Lately, Alcoa (NYSE:AA) has been extremely focused on its shift toward value-add products. The company's $2.85 billion acquisition of Firth Rixson, which bolstered its strongest aerospace segment, was the latest move on this front. In addition, Alcoa tries to convince the world that the future of auto production belongs to aluminum, threatening the likes of steelmakers like AK Steel (NYSE:AKS), which relies heavily on auto demand. Alcoa's second-quarter earnings blew past analysts' estimates, and its value-add segment was the biggest contributor to this success. With all buzz on roaring aerospace demand and prospective aluminum autos, it's easy to overlook that the company's primary metals segment is back on track.

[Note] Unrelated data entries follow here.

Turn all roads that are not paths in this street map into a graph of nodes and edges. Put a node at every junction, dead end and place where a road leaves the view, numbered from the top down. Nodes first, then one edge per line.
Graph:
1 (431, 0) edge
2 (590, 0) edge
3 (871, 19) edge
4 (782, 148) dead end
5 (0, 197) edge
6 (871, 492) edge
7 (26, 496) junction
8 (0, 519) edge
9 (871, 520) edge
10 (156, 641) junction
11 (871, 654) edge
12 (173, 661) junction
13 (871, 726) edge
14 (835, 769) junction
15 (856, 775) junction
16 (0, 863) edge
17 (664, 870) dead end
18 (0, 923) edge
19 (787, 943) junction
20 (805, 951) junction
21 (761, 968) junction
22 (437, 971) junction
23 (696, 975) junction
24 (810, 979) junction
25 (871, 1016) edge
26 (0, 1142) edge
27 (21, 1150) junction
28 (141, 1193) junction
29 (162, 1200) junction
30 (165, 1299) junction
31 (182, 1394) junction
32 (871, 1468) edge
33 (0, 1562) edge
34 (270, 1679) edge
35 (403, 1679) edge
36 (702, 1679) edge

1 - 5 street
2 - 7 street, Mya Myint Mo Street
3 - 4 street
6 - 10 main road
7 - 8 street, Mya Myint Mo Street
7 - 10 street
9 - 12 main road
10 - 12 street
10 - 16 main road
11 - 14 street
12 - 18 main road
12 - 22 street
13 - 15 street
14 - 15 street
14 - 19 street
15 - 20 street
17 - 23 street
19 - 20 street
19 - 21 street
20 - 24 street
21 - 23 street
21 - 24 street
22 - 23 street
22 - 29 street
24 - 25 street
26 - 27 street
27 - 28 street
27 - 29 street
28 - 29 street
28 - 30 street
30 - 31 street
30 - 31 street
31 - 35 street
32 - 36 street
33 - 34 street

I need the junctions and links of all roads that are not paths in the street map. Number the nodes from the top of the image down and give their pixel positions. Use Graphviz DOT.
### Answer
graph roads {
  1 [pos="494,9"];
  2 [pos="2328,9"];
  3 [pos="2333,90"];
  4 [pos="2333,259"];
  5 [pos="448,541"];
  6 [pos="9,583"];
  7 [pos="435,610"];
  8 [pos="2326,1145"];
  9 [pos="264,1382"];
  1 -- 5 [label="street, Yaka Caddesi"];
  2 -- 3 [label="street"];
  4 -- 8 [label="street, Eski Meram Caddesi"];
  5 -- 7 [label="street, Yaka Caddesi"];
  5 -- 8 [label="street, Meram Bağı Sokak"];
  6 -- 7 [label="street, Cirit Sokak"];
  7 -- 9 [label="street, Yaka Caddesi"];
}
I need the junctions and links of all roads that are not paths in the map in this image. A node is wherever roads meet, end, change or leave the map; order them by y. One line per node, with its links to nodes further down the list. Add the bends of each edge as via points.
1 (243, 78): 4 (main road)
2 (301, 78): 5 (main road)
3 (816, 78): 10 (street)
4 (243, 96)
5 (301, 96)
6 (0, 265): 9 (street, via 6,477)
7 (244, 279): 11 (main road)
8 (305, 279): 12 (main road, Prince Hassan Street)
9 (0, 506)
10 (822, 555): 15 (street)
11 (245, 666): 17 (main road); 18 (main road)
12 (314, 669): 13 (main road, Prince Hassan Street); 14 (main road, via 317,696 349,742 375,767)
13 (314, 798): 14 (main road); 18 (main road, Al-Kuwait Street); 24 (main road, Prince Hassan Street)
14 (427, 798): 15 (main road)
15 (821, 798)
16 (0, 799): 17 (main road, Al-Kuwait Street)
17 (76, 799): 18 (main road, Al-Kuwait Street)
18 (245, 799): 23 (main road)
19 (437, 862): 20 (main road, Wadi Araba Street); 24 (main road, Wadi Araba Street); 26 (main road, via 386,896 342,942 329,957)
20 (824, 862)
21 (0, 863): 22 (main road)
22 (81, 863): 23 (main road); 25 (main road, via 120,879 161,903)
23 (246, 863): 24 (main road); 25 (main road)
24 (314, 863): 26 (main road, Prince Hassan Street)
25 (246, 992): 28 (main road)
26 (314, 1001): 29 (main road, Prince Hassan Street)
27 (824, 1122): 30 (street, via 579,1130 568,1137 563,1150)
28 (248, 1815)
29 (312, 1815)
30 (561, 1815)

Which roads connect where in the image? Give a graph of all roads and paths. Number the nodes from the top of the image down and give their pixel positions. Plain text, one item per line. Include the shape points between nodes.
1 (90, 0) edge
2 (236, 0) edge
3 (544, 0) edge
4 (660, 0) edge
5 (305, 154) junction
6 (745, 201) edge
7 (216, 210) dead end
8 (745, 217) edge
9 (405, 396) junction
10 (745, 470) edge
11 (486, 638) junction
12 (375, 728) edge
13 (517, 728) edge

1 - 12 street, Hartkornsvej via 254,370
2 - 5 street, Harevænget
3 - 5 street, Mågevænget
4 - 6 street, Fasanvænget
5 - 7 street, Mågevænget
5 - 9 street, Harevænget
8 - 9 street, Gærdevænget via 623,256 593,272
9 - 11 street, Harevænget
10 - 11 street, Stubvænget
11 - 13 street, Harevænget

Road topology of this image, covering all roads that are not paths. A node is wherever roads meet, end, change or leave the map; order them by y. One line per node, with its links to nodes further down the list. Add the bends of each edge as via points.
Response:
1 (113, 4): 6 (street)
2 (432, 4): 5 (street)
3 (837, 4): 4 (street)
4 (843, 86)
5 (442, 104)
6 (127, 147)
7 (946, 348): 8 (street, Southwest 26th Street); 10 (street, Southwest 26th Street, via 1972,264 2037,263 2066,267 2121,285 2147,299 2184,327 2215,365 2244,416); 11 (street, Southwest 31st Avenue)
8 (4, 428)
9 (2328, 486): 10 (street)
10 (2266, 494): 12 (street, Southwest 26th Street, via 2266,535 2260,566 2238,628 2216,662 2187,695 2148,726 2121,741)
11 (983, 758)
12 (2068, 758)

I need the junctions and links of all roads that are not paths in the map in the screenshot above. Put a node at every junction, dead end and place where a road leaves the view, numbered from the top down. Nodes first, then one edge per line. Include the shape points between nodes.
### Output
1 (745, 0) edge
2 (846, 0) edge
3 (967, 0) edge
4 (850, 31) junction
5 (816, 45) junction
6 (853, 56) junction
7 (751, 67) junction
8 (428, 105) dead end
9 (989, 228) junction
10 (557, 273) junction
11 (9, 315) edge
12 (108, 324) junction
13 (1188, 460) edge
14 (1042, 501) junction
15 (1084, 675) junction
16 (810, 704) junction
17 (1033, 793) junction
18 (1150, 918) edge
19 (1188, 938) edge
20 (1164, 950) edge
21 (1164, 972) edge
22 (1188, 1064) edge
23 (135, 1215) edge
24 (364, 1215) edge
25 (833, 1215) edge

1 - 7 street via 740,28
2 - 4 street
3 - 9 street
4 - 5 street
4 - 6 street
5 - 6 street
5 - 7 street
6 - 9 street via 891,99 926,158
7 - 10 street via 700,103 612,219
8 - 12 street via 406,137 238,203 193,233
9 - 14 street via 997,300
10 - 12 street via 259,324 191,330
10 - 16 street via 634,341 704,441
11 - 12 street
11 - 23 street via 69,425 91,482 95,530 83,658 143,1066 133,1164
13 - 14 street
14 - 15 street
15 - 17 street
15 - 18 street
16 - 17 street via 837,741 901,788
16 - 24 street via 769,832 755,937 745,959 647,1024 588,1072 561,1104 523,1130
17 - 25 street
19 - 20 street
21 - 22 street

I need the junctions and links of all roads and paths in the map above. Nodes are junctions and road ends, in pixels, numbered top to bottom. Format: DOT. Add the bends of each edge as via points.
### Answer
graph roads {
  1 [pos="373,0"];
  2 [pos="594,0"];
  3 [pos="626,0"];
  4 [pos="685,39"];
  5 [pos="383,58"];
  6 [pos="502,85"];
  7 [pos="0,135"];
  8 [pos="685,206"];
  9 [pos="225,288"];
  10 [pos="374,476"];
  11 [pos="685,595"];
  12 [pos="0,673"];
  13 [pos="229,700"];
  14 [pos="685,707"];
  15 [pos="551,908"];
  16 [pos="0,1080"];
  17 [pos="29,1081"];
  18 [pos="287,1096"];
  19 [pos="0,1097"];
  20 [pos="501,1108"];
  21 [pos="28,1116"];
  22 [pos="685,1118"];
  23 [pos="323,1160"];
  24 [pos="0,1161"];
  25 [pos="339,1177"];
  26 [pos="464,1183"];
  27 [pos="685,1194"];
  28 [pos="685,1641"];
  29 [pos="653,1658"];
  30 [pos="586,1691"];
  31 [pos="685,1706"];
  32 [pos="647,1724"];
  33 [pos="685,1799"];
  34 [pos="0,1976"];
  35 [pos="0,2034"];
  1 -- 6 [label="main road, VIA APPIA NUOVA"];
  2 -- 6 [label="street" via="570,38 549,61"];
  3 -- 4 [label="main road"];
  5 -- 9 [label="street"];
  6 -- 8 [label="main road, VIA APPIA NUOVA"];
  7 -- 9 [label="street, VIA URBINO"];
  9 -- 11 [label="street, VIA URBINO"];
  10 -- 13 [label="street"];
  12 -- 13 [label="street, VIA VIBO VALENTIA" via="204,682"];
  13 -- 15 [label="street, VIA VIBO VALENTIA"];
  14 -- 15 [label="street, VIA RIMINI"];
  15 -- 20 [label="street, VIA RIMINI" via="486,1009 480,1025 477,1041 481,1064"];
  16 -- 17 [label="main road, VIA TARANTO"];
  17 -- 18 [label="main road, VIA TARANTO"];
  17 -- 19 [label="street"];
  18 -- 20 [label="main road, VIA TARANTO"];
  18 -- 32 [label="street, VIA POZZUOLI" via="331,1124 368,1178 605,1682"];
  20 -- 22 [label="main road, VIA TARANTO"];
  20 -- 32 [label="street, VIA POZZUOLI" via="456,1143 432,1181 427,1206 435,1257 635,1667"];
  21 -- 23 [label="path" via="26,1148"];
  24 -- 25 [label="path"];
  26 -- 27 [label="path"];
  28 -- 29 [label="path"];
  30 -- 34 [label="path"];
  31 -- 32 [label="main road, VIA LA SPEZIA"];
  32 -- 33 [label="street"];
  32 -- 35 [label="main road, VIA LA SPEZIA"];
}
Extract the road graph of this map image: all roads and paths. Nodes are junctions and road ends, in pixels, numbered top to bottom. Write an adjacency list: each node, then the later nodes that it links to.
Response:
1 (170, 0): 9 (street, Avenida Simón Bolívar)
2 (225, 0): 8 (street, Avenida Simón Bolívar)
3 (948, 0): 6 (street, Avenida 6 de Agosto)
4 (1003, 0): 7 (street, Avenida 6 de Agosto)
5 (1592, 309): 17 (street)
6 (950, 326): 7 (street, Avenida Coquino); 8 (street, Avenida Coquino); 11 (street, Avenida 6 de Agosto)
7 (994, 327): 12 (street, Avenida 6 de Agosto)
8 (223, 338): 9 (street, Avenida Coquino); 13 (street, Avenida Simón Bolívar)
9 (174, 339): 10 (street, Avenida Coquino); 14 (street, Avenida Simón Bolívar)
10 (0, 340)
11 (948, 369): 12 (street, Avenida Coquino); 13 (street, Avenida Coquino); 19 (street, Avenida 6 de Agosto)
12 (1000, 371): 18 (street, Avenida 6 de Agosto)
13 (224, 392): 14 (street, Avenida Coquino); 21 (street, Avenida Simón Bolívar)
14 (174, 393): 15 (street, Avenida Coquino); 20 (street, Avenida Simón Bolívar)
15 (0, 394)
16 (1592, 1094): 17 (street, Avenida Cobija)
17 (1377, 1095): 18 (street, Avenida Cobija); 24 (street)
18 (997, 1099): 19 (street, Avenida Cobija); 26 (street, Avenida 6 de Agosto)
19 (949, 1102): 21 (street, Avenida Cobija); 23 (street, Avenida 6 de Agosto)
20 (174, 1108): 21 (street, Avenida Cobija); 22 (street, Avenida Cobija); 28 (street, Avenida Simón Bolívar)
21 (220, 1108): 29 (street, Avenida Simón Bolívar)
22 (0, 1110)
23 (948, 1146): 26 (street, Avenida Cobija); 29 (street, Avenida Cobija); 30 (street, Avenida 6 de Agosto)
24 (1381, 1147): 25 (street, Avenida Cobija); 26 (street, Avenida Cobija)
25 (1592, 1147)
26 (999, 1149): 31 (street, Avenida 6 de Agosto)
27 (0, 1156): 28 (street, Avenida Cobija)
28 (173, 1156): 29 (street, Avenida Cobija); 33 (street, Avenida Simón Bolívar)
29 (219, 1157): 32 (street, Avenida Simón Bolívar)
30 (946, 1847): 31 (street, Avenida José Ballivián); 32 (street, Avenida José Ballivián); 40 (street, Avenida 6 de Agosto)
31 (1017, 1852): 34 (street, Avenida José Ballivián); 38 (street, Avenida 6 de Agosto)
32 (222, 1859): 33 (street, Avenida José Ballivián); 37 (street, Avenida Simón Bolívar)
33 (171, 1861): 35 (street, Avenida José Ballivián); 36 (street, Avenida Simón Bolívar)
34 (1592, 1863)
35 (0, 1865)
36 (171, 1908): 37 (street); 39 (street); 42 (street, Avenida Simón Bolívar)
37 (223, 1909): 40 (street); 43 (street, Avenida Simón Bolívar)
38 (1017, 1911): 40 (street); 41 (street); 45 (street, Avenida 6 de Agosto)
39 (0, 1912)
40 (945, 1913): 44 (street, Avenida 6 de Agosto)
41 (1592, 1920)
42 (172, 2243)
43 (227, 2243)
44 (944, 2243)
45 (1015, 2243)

Volume sacrifices bring results
This year, the primary metals segment won't be the biggest revenue driver anymore, freeing up space for the global rolled products segment. Alcoa was active in curtailing and closing smelting capacity, and the results of this process are obvious. Aluminum production declined more than 11% in just a year, and they will decline further given the announced closure of the Point Henry smelter in Australia.
This strategy has finally brought positive results, and the segment brought $91 million of after-tax operating income in the second quarter. Going forward, one could expect further cost improvements as the Saudi Arabia joint venture smelter becomes fully operational. This smelter will be among the lowest-cost operations because of its access to cheap natural gas. Thus, the company could count on the continuing profitability of this segment if the pricing situation does not deteriorate.
High premiums signal demand is robust
The price chart of aluminum on London Metal Exchange tells a sad story despite the recent rebound. However, the world of physical buyers is different. If you want physical delivery of aluminum, you must pay a premium. These premiums have been soaring since the beginning of the year, benefiting Alcoa and its fellow aluminum producer Rio Tinto (NYSE:RIO). Unlike Alcoa, Rio Tinto is not that active in aluminum production cuts. Rio Tinto's first-quarter aluminum production was down 2% sequentially and flat in comparison with the first quarter of 2013.
Premiums reached $430 per ton in the Midwestern U.S. at the end of the second quarter. The rise of premiums clearly signals improvements on the physical demand front. Alcoa estimates that there will be deficit of aluminum this year, while the aluminum market remains in surplus, although this surplus is shrinking.
In the long run, closures and curtailments will play their role and boost aluminum prices. However, Alcoa is already positioned to extract value from its primary metals segment. One can expect more improvements on this front given Alcoa's successful track record so far. The company announced an annual target of $850 million improvements in productivity, and it has already captured $556 million of them.
Alcoa's robust performance in the primary metals segment shows that not only value-add businesses could deliver profits. However, the role of Alcoa's value-add segment will increase over time as the company captures revenue from the newly acquired Firth Rixson. Still, the aluminum business is an important thing to watch in the coming years, as it will remain a big source of revenue for Alcoa.